I had another column written for this weekend but upon the realisation that, right now, I should be standing somewhere in Killarney, I felt I had to make a quick change.
As I write this in my makeshift office in the heart of Spring, it feels more like the end of October. We’ve had our three weeks of summer sunshine and the chances are we won’t experience much more rallying action this season.
This was meant to be the Rally of the Lakes weekend. Organisers made the call not to run the event, and rightly so.
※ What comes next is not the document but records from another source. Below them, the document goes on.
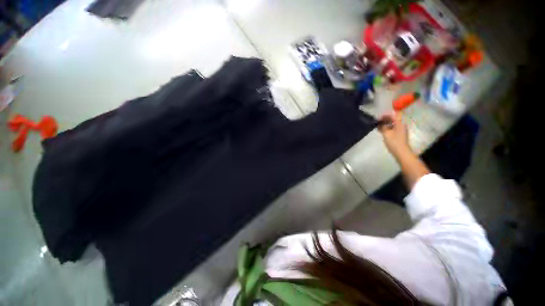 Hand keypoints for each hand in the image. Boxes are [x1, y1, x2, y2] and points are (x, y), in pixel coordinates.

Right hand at [378, 112, 411, 157]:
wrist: (401, 152)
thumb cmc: (394, 142)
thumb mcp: (386, 133)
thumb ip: (382, 127)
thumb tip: (379, 124)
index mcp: (400, 123)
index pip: (394, 115)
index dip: (386, 115)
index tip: (379, 117)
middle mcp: (401, 125)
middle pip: (394, 119)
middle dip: (385, 119)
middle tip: (377, 121)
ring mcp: (401, 130)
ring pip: (393, 124)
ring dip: (386, 124)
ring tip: (377, 126)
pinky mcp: (399, 134)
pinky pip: (393, 128)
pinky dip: (387, 128)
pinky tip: (381, 130) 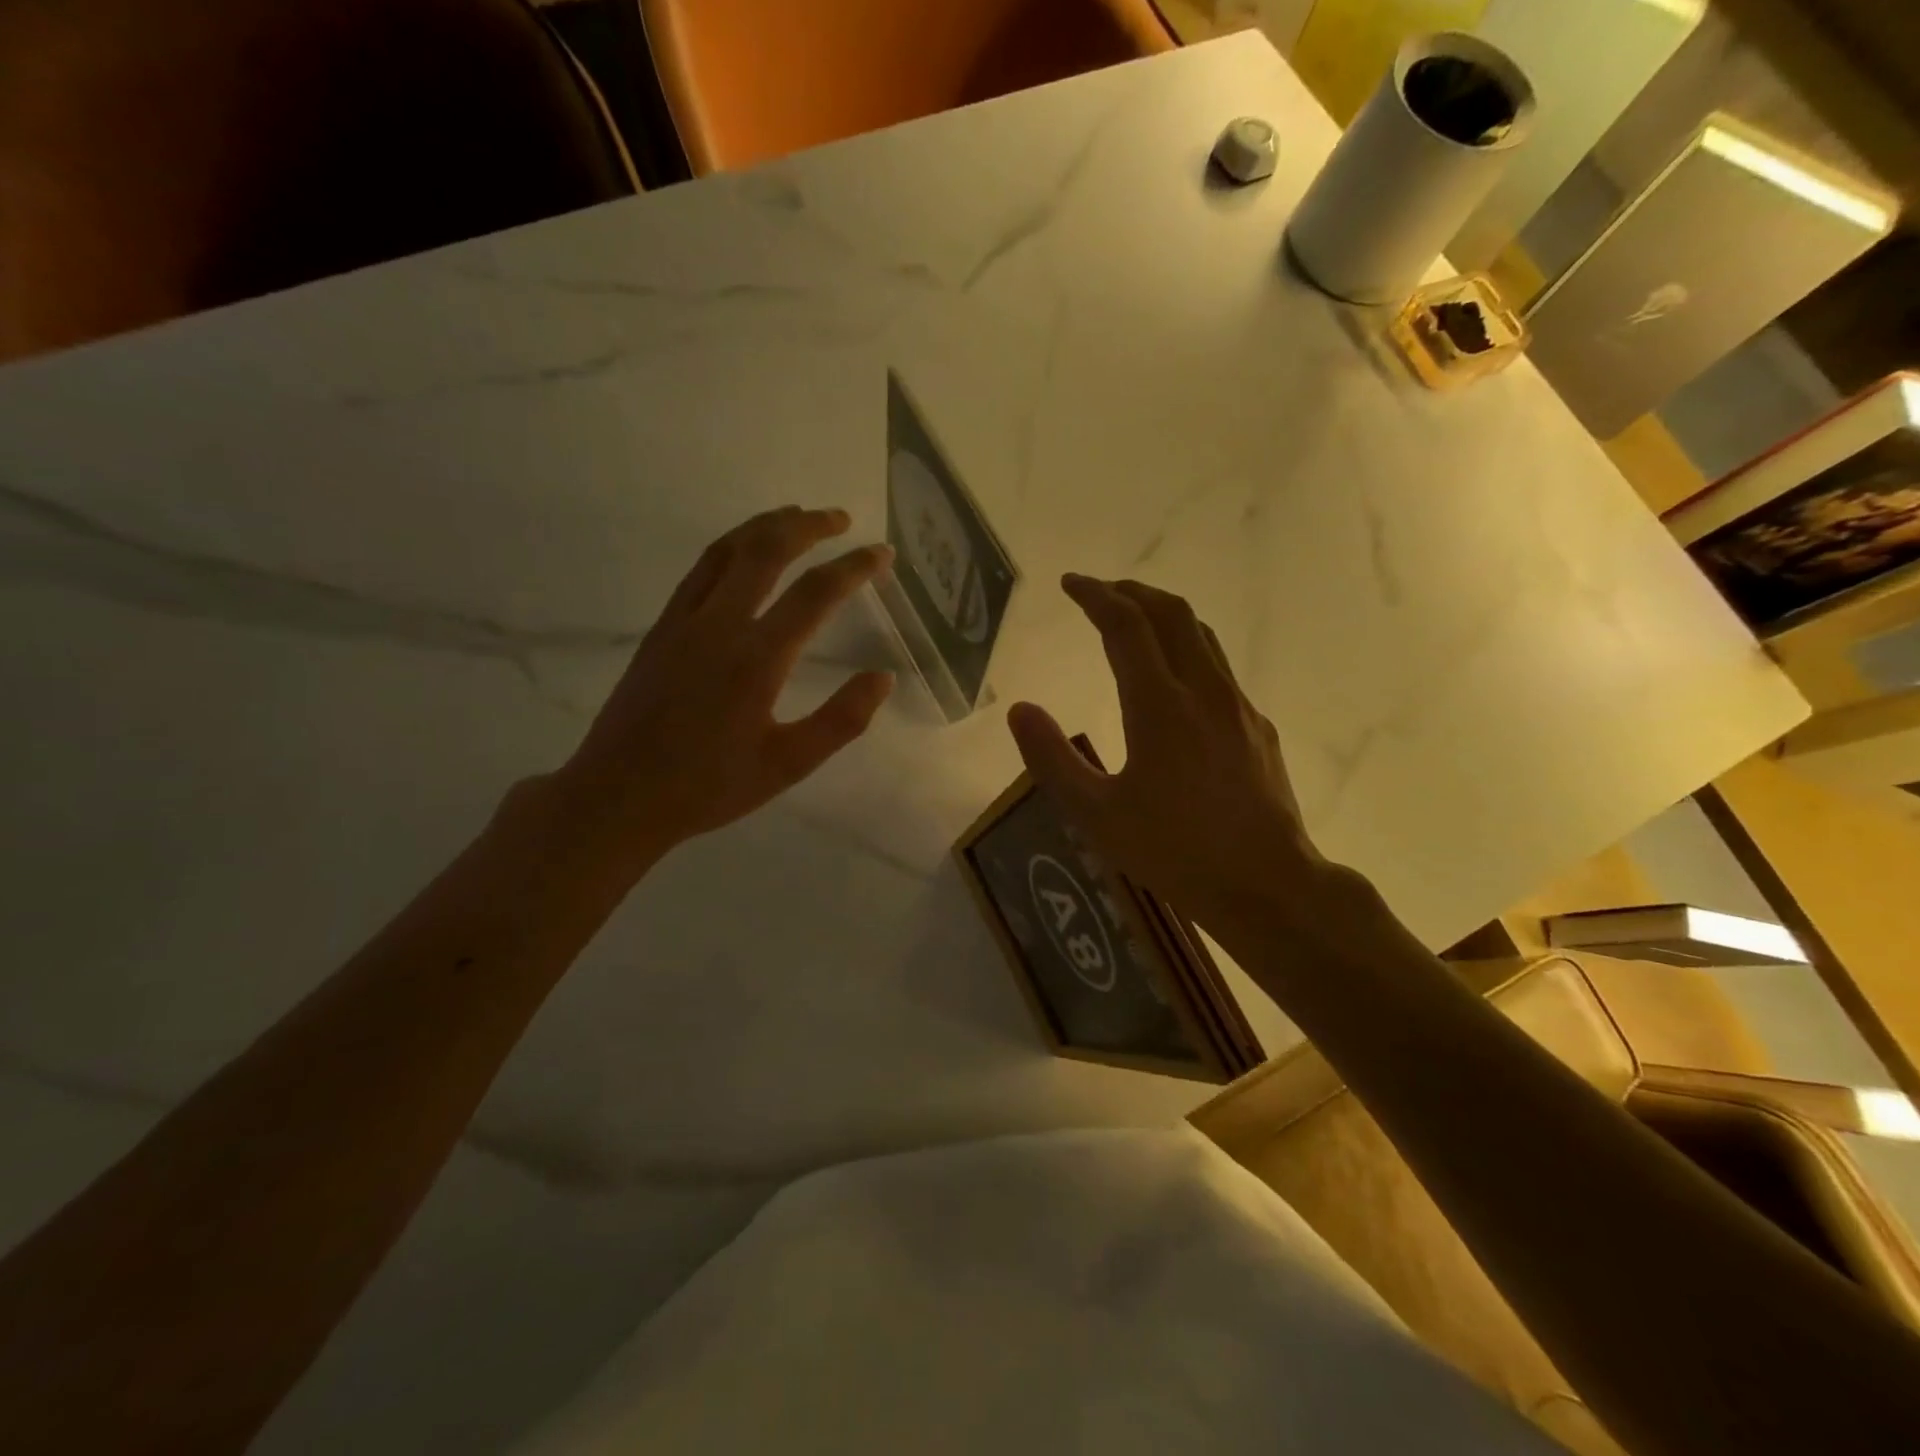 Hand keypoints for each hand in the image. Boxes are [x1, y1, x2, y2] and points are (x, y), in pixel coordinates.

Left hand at [551, 507, 893, 871]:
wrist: (619, 795)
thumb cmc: (709, 786)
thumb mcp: (788, 765)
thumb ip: (841, 720)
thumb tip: (883, 678)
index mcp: (757, 659)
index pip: (815, 593)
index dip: (855, 567)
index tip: (882, 554)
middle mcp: (719, 625)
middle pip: (766, 550)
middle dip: (809, 526)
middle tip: (841, 519)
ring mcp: (683, 622)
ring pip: (727, 550)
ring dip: (766, 525)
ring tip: (797, 517)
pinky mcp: (661, 629)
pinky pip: (700, 570)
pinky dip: (731, 547)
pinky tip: (743, 553)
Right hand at [1007, 575, 1328, 941]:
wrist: (1267, 884)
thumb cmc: (1174, 851)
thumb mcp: (1096, 814)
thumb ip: (1052, 759)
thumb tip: (1020, 709)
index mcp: (1159, 705)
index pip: (1125, 625)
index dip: (1095, 595)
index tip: (1070, 584)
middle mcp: (1203, 691)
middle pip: (1170, 613)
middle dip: (1132, 591)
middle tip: (1100, 592)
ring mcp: (1238, 707)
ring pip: (1201, 635)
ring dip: (1163, 615)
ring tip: (1135, 620)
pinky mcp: (1257, 727)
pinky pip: (1219, 669)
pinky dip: (1188, 650)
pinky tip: (1176, 682) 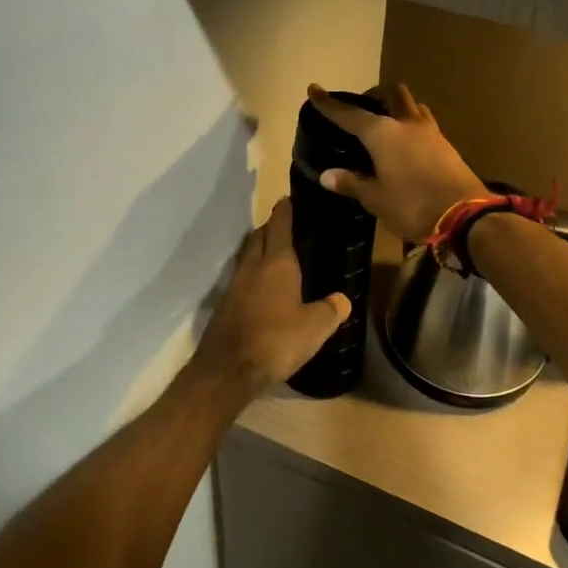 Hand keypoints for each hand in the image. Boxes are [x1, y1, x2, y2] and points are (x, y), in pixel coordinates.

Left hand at [192, 198, 349, 393]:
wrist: (229, 369)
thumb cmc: (277, 339)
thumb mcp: (315, 327)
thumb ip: (331, 310)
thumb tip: (342, 299)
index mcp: (277, 263)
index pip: (279, 226)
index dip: (284, 211)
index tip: (288, 199)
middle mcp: (252, 267)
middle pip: (259, 237)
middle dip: (271, 228)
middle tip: (286, 226)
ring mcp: (235, 285)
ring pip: (247, 256)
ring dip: (259, 249)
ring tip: (275, 254)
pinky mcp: (225, 305)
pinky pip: (241, 278)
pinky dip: (252, 274)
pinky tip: (262, 288)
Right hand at [306, 83, 488, 242]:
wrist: (466, 216)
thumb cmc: (412, 205)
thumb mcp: (376, 199)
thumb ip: (352, 183)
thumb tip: (327, 175)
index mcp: (383, 133)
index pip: (350, 114)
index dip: (330, 104)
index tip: (314, 89)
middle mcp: (406, 124)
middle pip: (392, 93)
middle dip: (375, 94)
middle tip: (363, 108)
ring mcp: (430, 132)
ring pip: (412, 106)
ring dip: (398, 108)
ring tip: (386, 125)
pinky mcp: (446, 146)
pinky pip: (425, 124)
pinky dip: (412, 126)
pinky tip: (407, 145) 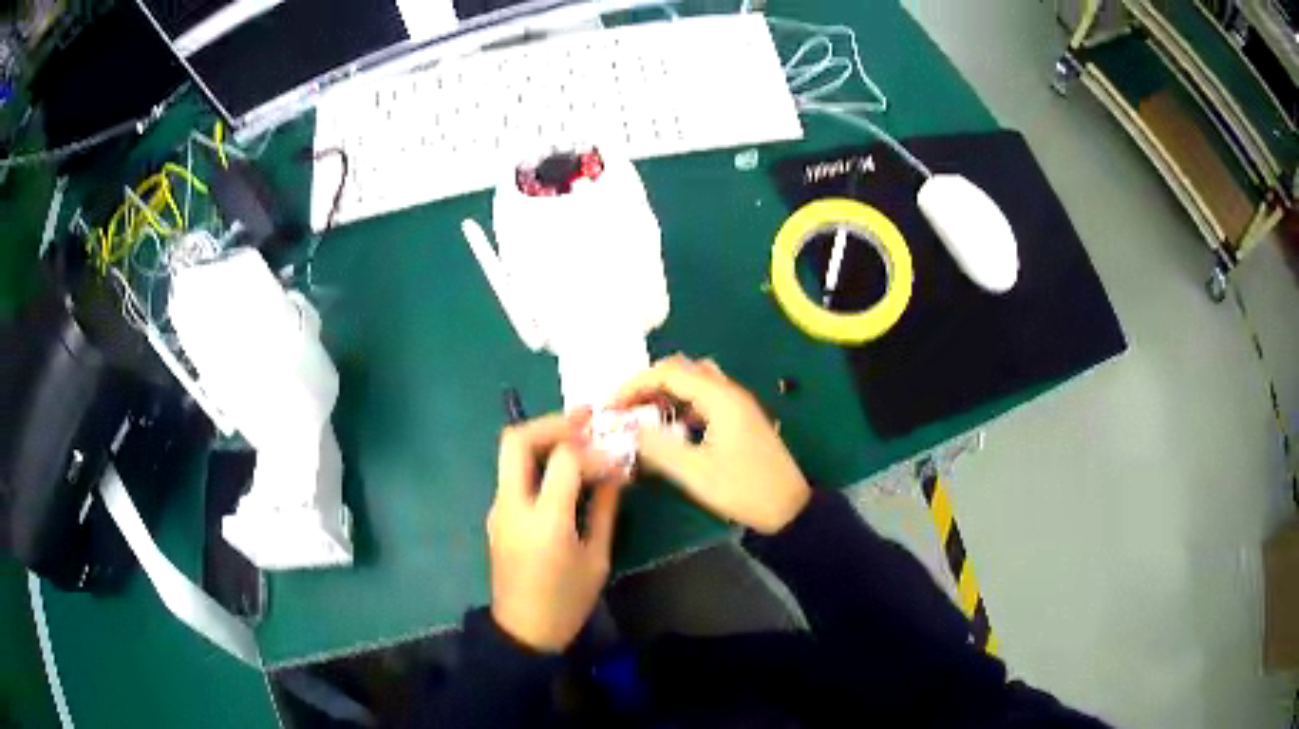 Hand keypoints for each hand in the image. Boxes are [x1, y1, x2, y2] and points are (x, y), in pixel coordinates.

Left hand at [488, 412, 623, 652]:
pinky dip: (537, 461)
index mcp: (544, 521)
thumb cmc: (567, 601)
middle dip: (552, 422)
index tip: (615, 458)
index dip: (593, 451)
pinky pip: (513, 474)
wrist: (523, 630)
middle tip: (585, 419)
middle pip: (517, 440)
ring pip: (511, 453)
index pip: (564, 460)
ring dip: (543, 437)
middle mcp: (512, 506)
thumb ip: (605, 509)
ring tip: (578, 436)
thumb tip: (615, 471)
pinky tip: (563, 470)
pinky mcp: (496, 514)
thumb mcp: (597, 558)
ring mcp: (498, 508)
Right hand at [617, 356, 810, 534]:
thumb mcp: (695, 473)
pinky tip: (672, 428)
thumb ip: (658, 447)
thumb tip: (629, 429)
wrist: (789, 508)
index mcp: (720, 398)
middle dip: (648, 383)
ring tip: (643, 414)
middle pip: (682, 369)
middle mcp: (730, 392)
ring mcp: (738, 404)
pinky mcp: (741, 419)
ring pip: (695, 381)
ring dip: (667, 391)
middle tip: (625, 408)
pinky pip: (706, 397)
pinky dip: (682, 403)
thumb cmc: (743, 489)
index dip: (634, 385)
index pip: (668, 372)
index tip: (611, 406) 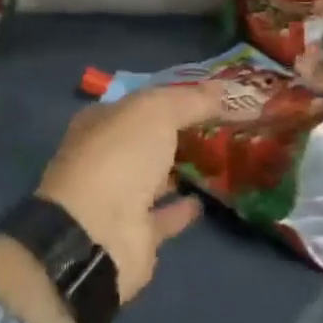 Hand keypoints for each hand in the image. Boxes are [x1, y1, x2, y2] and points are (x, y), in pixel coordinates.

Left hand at [34, 82, 224, 302]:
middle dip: (179, 133)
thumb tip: (224, 88)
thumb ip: (191, 99)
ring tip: (221, 160)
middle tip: (222, 127)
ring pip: (156, 178)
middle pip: (148, 140)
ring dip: (181, 170)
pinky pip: (165, 216)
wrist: (98, 235)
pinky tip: (207, 199)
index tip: (209, 97)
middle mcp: (106, 157)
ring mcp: (118, 198)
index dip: (172, 97)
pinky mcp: (135, 235)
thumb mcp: (157, 112)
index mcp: (101, 122)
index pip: (140, 103)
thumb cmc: (120, 157)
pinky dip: (183, 209)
I had planned to attend the rally for the first time. The prospect of Ireland’s finest racing through Molls Gap and Ballaghbeama made the thoughts of a 600-mile return journey feel insignificant.
But what makes the County Kerry event so special?
Donegal has the crowds, West Cork has the atmosphere, Killarney has the roads.
I remember quizzing a certain Craig Breen in Donegal last June for a feature on Ireland’s three-day rally. While he loved the atmosphere and competition in the north-west it was clear his heart lay in Killarney.
Breen’s Rally of the Lakes win was special. The highlight of his year, and it’s hard to argue against it being the highlight of the whole Irish Tarmac Rally Championship last year.
It was a special victory for Paul Nagle too, we’ve got more on that coming very soon! Kerry’s five-time World Rally winner talked me through his maiden Rally of the Lakes victory during the week.
He couldn’t help sharing the memories that jumped into his head when thinking about his local event:
“The famous Russians coming over in the M3, Bertie Fisher breaking the 10-minute barrier, the first summer rally in May, and Austin MacHale breaking his M3’s driveshaft in 1991 to lose the Irish Tarmac title.
“They are all iconic parts of the rally. You can remember all of those things as a local. It all makes the rally very special.”
Elsewhere, the Ulster Rally announced its postponement earlier this week. It’s impossible to know what the state of play will be like in August but it’s the three months of critical preparation beforehand that was the immediate concern. Life in lockdown does not make planning a closed-road rally a sensible, or ethical idea.
Coronavirus has now claimed five of the Tarmac Championship’s seven rounds so it was no surprise when TROA announced that the 2020 championship was cancelled.
Unsurprising but it’s still a strange feeling to be in Spring with the understanding that the next ITRC event is a minimum of nine months away.
So here I am in April writing about the end of this year’s Tarmac Championship and last year’s Rally of the Lakes.
All I can say is stay safe, stay at home when possible, and enjoy the extra time with your nearest and dearest.
Hopefully next year I’ll be writing about my planned expedition to the greatest tarmac roads in the world.